In the present study, connective tissue disease, complicated and uncomplicated diabetes, chronic kidney disease, cirrhosis and obesity, when adjusted for gender, age, ASA >1, operation indication, open approach, prolonged operation time, antibiotic treatment and gallbladder perforation, were found to increase the risk for SSI. An increased risk for septicaemia was associated with chronic kidney disease and cirrhosis.

The rate of complications requiring surgical or percutaneous reintervetion following laparoscopic cholecystectomy is approximately 10%. In a study on 4359 patients undergoing laparoscopic cholecystectomy, it was found that patients with cholecystitis have an increased risk for developing bile leakage, intra-abdominal abscess and pneumonia [7]. This was also confirmed in the present study where indications for acute operation such as complicated gallstone disease increased the risk for both SSI and septicaemia. Older patients (>70 years) also have an increased risk for postoperative infection, which is in accordance with the results in the present study.

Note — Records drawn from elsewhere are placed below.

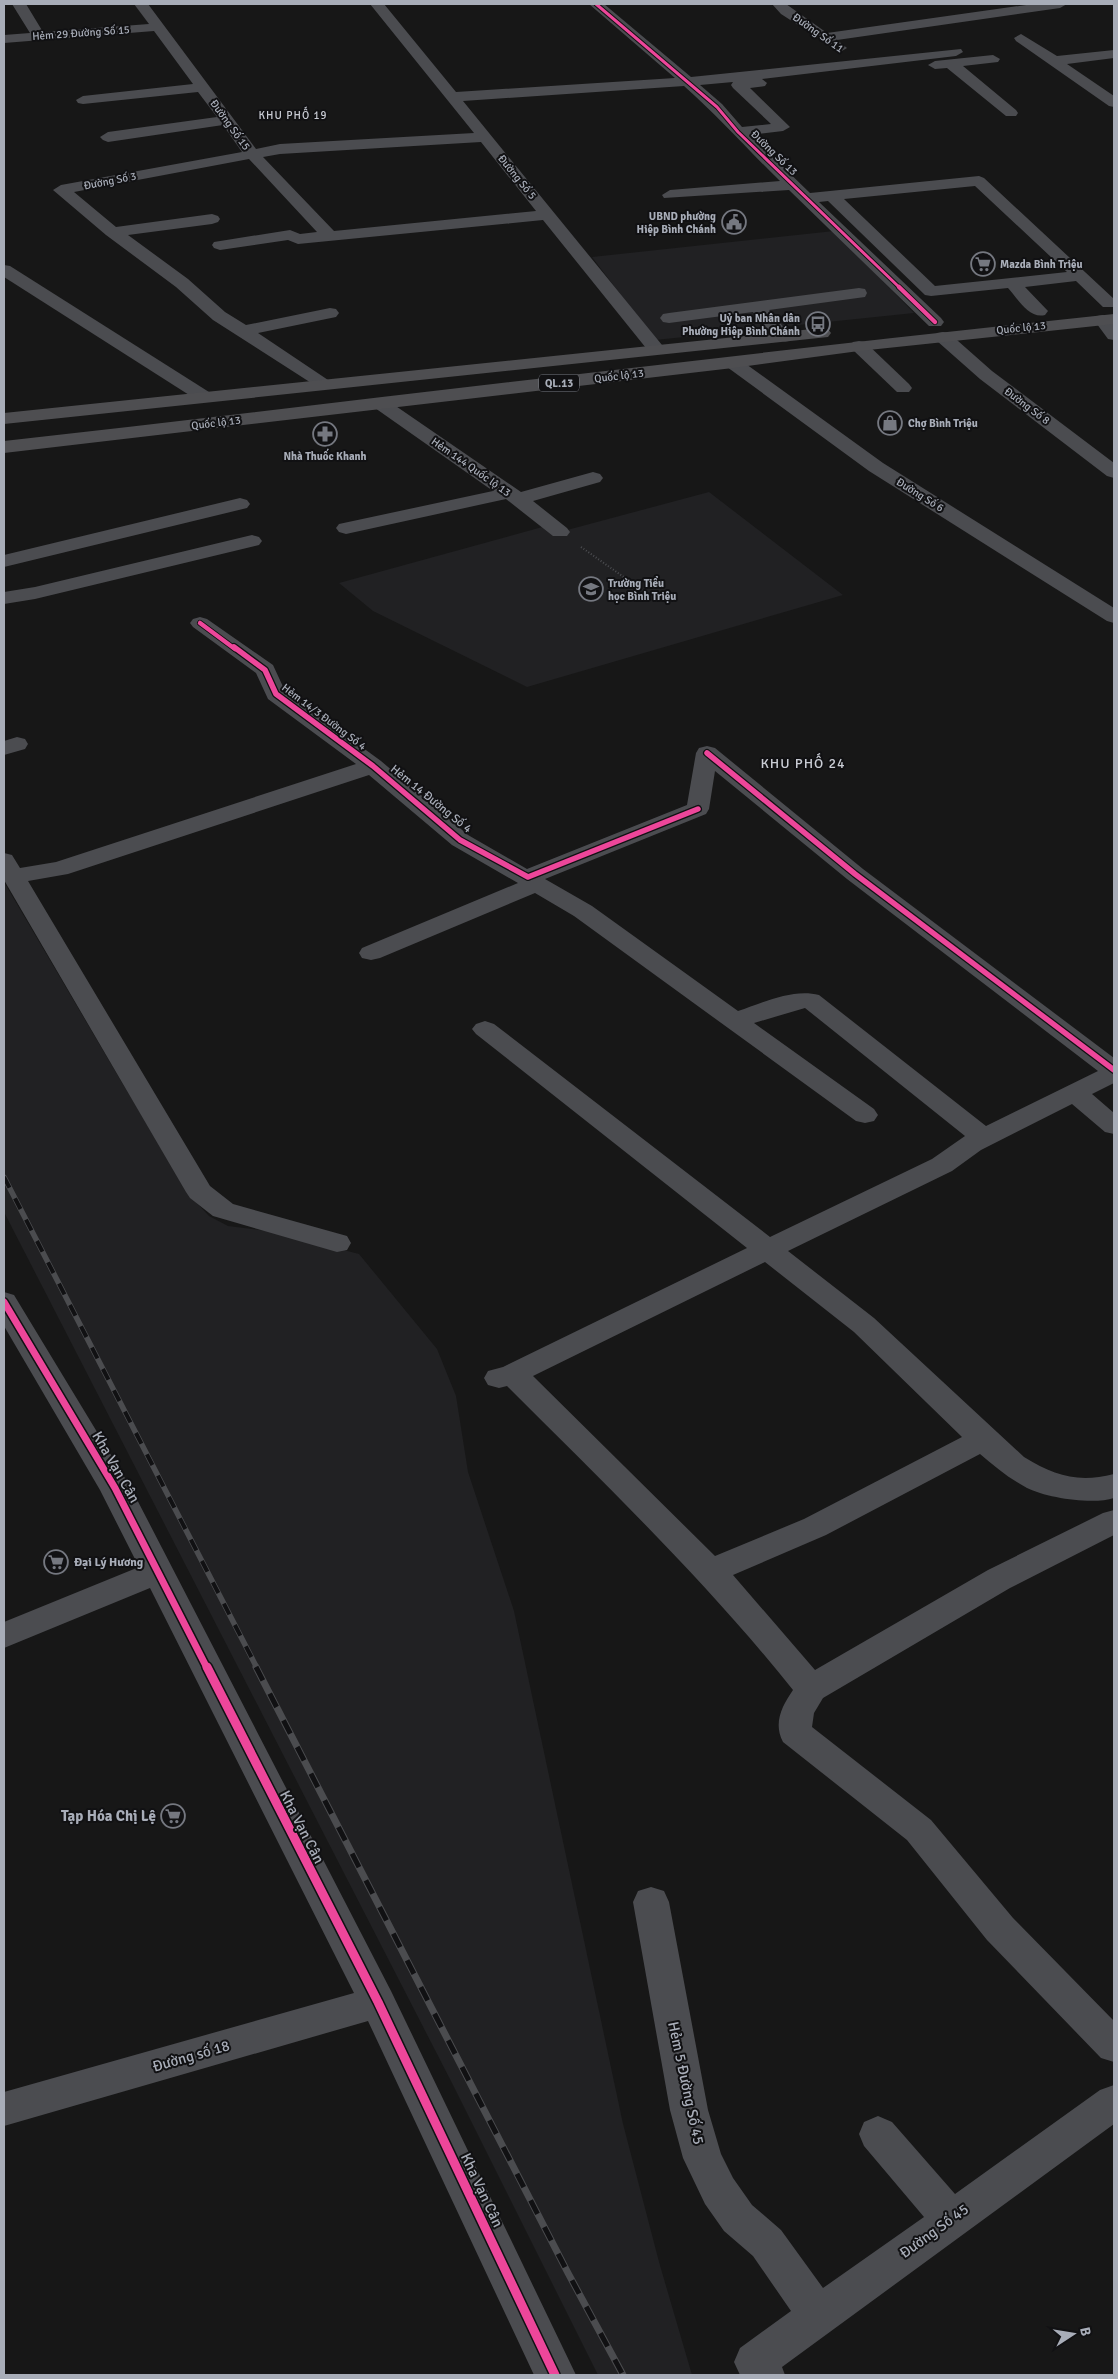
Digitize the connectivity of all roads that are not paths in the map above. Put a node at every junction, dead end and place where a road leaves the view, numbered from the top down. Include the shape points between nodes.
1 (19, 4) edge
2 (142, 4) edge
3 (377, 4) edge
4 (596, 4) edge
5 (779, 4) edge
6 (1060, 4) edge
7 (159, 27) junction
8 (39, 36) junction
9 (826, 37) junction
10 (1021, 38) dead end
11 (4, 39) edge
12 (1114, 54) edge
13 (953, 58) junction
14 (993, 59) dead end
15 (1054, 61) junction
16 (857, 63) junction
17 (687, 82) junction
18 (203, 87) junction
19 (452, 97) junction
20 (83, 100) dead end
21 (1114, 103) edge
22 (1011, 113) dead end
23 (227, 120) junction
24 (738, 132) junction
25 (108, 137) dead end
26 (484, 137) junction
27 (251, 153) junction
28 (793, 185) junction
29 (670, 195) dead end
30 (832, 196) junction
31 (807, 198) junction
32 (548, 215) junction
33 (212, 219) dead end
34 (112, 232) junction
35 (330, 236) junction
36 (220, 244) dead end
37 (4, 270) edge
38 (1080, 276) junction
39 (1012, 283) junction
40 (989, 285) junction
41 (859, 293) dead end
42 (1002, 299) dead end
43 (758, 306) junction
44 (1039, 311) junction
45 (1110, 311) edge
46 (330, 313) dead end
47 (669, 318) dead end
48 (939, 329) junction
49 (244, 331) junction
50 (1114, 335) edge
51 (783, 337) junction
52 (859, 346) junction
53 (656, 349) junction
54 (733, 363) junction
55 (325, 384) junction
56 (903, 388) dead end
57 (203, 396) junction
58 (381, 404) junction
59 (4, 419) edge
60 (4, 447) edge
61 (1114, 472) edge
62 (593, 478) dead end
63 (513, 496) junction
64 (240, 504) dead end
65 (346, 528) dead end
66 (560, 532) road end
67 (252, 541) dead end
68 (4, 561) edge
69 (4, 598) edge
70 (1114, 617) edge
71 (200, 623) dead end
72 (373, 766) junction
73 (8, 868) edge
74 (532, 880) junction
75 (371, 953) dead end
76 (736, 1020) junction
77 (485, 1029) dead end
78 (1114, 1072) edge
79 (1074, 1093) junction
80 (865, 1115) dead end
81 (1114, 1126) edge
82 (985, 1138) junction
83 (337, 1243) dead end
84 (768, 1251) junction
85 (4, 1302) edge
86 (983, 1439) junction
87 (1114, 1485) edge
88 (1114, 1521) edge
89 (158, 1572) junction
90 (709, 1572) junction
91 (4, 1636) edge
92 (811, 1689) junction
93 (651, 1902) dead end
94 (378, 2002) junction
95 (1114, 2046) edge
96 (1114, 2102) edge
97 (4, 2109) edge
98 (878, 2134) dead end
99 (950, 2218) junction
100 (818, 2316) junction
101 (759, 2369) edge
102 (555, 2375) edge

1 - 8 street
2 - 7 street, Đường Số 15
3 - 19 street, Đường Số 5
4 - 17 street, Đường Số 13
5 - 9 street, Đường Số 11
6 - 9 street
7 - 8 street, Hẻm 29 Đường Số 15
7 - 18 street, Đường Số 15
8 - 11 street, Hẻm 29 Đường Số 15
9 - 16 street, Đường Số 11
10 - 15 street
12 - 15 street
13 - 14 street
13 - 16 street
13 - 22 street
13 - 24 street via 738,85 783,127
15 - 21 street
16 - 17 street via 835,68
17 - 19 street
17 - 24 street, Đường Số 13 via 717,107
18 - 20 street
18 - 23 street, Đường Số 15
19 - 26 street, Đường Số 5
23 - 25 street
23 - 27 street, Đường Số 15
24 - 28 street, Đường Số 13
26 - 27 street, Đường Số 3 via 280,148
26 - 32 street, Đường Số 5
27 - 34 street, Đường Số 3 via 61,190
27 - 35 street, Đường Số 15
28 - 29 street
28 - 31 street, Đường Số 13
30 - 31 street
30 - 38 street via 979,181
30 - 40 street via 931,291
31 - 48 street, Đường Số 13
32 - 35 street
32 - 53 street, Đường Số 5
33 - 34 street
34 - 49 street, Đường Số 3 via 219,316
35 - 36 street via 298,239 290,235
37 - 57 street
38 - 39 street
38 - 45 street
39 - 40 street
39 - 44 street
40 - 42 street
41 - 43 street
43 - 47 street
43 - 51 street
44 - 45 highway, Quốc lộ 13 / QL.13
44 - 48 highway, Quốc lộ 13 / QL.13
45 - 48 highway, Quốc lộ 13 / QL.13
45 - 50 street
46 - 49 street
48 - 51 highway, Quốc lộ 13 / QL.13 via 844,331
48 - 52 highway, Quốc lộ 13 / QL.13
48 - 61 street, Đường Số 8 via 986,375
49 - 55 street, Đường Số 3
51 - 53 highway, Quốc lộ 13 / QL.13
52 - 54 highway, Quốc lộ 13 / QL.13
52 - 56 street
53 - 55 highway, Quốc lộ 13 / QL.13
54 - 58 highway, Quốc lộ 13 / QL.13
54 - 70 street, Đường Số 6 via 876,467
55 - 57 highway, Quốc lộ 13 / QL.13
57 - 59 highway, Quốc lộ 13 / QL.13
58 - 60 highway, Quốc lộ 13 / QL.13
58 - 63 street, Hẻm 144 Quốc lộ 13
62 - 63 street
63 - 65 street
63 - 66 street, Hẻm 144 Quốc lộ 13
64 - 68 street
67 - 69 street
71 - 72 street, Hẻm 14/3 Đường Số 4 via 265,670 276,694
72 - 73 street via 60,868
72 - 74 street, Hẻm 14 Đường Số 4 via 460,840
73 - 83 street via 200,1192 223,1210
74 - 75 street
74 - 76 street, Hẻm 14 Đường Số 4 via 583,911
74 - 78 street via 698,809 707,753 855,874
76 - 80 street, Hẻm 14 Đường Số 4
76 - 82 street via 785,1004 810,1000
77 - 84 street
78 - 79 street
79 - 81 street
79 - 82 street
82 - 84 street via 942,1165
84 - 86 street via 864,1325
84 - 90 street via 506,1376
85 - 89 street, Kha Vạn Cân via 114,1488
86 - 87 street via 1013,1465 1040,1481 1071,1488 1105,1490
86 - 90 street via 815,1527
88 - 92 street via 999,1579
89 - 91 street
89 - 94 street, Kha Vạn Cân
90 - 92 street via 775,1642
92 - 95 street via 797,1711 795,1732 919,1830 1000,1929
93 - 100 street, Hẻm 5 Đường Số 45 via 689,2110 702,2158 738,2218 767,2243
94 - 97 street, Đường số 18
94 - 102 street, Kha Vạn Cân
96 - 99 street, Đường Số 45
98 - 99 street
99 - 100 street, Đường Số 45
100 - 101 street, Đường Số 45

In elective laparoscopic cholecystectomy, there is generally low risk for postoperative infection. The routine use of AP was therefore not recommended in a Cochrane report from 2010 [13]. However, for patients with high risk factors for postoperative infection, AP should be considered even if a complicated procedure is not anticipated.

The decision to perform cholecystectomy may be a confounder for a preoperatively foreseen risk for surgical complications, including surgical site infection [9]. In the present study, open surgery or conversion to open surgery increased the risk for SSI and septicaemia by a factor of three and four, respectively.

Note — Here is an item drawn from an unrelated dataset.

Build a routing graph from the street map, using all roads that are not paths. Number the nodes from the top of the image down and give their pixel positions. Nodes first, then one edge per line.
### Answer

Poorly controlled diabetes with postoperative hyperglycaemia has been reported to increase the risk for postoperative wound infection [14]. In the present study, both complicated and uncomplicated diabetes were associated with more than double the risk for SSI and septicaemia.

There are well-known risk factors for postoperative infection. The present study shows the risk for SSI to be increased by factors of three and five in patients with chronic kidney disease and cirrhosis, respectively. The indication for surgery should therefore be weighed against the risk of performing gallstone surgery on these patient groups. In cases where surgery is unavoidable, AP should be considered and meticulous care must be taken to avoid spillage of bile and haemorrhage.

Patient comorbidity, in particular liver cirrhosis, chronic kidney disease and obesity, should be taken into account when deciding on antibiotic prophylaxis. On the other hand, overuse of AP must also be avoided. With the increasing spread of antibiotic resistance, great efforts should be taken to avoid unnecessary use of AP. Culture-directed antibiotic treatment decreases the chance of inadequate AP in acute cholecystectomy, thereby contributing to the fight against antibiotic resistance.

The present study was based on the IPR as a source of data on previous medical history. Even if the register has a high completeness, not all relevant diagnoses may have been reported, e.g. immunodeficiency was defined from the ICD codes, without uniform criteria for immunological testing. Immunodeficiency would probably have been found to have a stronger impact if more data had been available. Furthermore, even if the GallRiks is continuously validated, there may be under-reporting of postoperative infections.

In conclusion, the present study shows that comorbidity, in particular liver cirrhosis, kidney disease and obesity, is important risk factor for SSI and septicaemia following cholecystectomy. Even if the risk factors investigated in the present study did not have as much impact as that seen with other risk factors, such as the presence of acute cholecystitis, conversion to open surgery, perioperative bleeding or bile leakage and patient-related factors should be taken into account when planning the procedure and when deciding on AP.